== Task requirements ==
Among the records below, find each line containing the word "West" and copy it.

== Records shown

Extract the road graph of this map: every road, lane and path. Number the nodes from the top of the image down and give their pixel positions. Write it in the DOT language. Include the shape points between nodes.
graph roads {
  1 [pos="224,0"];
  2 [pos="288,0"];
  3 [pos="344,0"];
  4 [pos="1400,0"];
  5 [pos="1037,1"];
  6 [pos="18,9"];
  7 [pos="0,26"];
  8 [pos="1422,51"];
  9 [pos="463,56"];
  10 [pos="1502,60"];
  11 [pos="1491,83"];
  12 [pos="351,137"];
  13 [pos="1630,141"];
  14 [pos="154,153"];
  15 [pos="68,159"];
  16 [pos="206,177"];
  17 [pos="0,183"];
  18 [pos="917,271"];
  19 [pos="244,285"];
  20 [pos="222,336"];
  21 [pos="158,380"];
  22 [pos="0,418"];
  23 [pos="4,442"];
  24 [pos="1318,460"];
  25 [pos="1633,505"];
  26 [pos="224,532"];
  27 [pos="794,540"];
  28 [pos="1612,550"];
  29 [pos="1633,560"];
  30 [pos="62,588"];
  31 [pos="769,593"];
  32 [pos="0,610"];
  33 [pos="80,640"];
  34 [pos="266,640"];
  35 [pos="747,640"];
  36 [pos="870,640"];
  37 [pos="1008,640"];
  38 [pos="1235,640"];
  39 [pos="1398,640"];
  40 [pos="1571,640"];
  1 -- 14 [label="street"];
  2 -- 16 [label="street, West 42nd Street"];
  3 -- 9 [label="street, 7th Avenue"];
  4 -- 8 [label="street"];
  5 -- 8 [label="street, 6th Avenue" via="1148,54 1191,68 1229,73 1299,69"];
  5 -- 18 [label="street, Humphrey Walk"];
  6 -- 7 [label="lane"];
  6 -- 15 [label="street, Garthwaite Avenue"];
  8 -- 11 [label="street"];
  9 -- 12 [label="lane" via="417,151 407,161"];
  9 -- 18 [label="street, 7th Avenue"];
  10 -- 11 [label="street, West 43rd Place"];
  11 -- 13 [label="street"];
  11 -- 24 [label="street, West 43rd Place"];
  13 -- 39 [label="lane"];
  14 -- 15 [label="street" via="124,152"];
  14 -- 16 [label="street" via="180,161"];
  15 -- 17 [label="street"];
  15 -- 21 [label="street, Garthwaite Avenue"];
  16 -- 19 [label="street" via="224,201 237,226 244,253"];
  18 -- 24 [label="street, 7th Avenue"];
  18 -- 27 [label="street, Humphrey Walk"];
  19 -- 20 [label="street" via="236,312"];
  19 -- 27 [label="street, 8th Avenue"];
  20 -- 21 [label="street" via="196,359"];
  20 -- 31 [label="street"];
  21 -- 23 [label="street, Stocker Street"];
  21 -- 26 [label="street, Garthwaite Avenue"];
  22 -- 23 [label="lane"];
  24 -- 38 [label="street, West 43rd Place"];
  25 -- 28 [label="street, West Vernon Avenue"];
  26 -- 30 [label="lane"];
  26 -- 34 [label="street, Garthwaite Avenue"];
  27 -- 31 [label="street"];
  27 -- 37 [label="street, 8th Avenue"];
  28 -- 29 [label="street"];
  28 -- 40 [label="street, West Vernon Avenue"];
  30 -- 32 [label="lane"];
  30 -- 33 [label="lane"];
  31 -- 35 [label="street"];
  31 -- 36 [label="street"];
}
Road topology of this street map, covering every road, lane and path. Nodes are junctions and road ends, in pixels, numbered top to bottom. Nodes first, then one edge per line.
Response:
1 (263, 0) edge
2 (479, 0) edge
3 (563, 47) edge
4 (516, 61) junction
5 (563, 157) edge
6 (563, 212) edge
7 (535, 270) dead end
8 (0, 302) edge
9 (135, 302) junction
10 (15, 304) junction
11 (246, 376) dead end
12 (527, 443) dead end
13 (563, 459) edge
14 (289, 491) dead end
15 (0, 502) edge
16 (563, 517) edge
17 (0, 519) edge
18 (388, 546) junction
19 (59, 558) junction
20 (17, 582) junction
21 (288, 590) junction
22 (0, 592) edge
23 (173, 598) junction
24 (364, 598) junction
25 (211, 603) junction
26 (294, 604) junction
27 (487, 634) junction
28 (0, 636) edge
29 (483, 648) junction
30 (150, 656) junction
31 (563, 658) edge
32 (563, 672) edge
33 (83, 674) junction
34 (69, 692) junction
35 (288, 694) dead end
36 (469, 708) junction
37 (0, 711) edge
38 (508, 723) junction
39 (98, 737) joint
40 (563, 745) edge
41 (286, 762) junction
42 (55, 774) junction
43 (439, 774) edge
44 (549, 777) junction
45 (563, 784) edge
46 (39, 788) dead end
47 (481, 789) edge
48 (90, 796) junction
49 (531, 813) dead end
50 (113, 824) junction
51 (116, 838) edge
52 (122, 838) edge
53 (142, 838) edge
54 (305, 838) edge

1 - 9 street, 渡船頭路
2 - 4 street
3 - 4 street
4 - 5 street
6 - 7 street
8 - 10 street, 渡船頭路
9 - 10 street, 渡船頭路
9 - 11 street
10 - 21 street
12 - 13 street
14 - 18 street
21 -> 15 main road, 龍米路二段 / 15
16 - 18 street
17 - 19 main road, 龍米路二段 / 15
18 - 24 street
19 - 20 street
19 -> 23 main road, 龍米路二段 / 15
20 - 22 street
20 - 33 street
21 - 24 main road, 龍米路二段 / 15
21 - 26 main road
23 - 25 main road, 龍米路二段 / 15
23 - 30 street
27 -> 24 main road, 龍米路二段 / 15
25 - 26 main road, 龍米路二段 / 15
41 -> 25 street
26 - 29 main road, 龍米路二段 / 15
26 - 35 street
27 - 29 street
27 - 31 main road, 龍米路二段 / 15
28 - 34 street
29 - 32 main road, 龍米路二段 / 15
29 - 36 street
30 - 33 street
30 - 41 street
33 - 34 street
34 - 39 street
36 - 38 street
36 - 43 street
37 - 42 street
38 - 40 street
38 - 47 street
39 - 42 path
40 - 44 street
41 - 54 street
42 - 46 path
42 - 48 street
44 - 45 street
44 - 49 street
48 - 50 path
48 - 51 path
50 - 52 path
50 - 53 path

====

== Reply ==
  2 -- 16 [label="street, West 42nd Street"];
  10 -- 11 [label="street, West 43rd Place"];
  11 -- 24 [label="street, West 43rd Place"];
  24 -- 38 [label="street, West 43rd Place"];
  25 -- 28 [label="street, West Vernon Avenue"];
  28 -- 40 [label="street, West Vernon Avenue"];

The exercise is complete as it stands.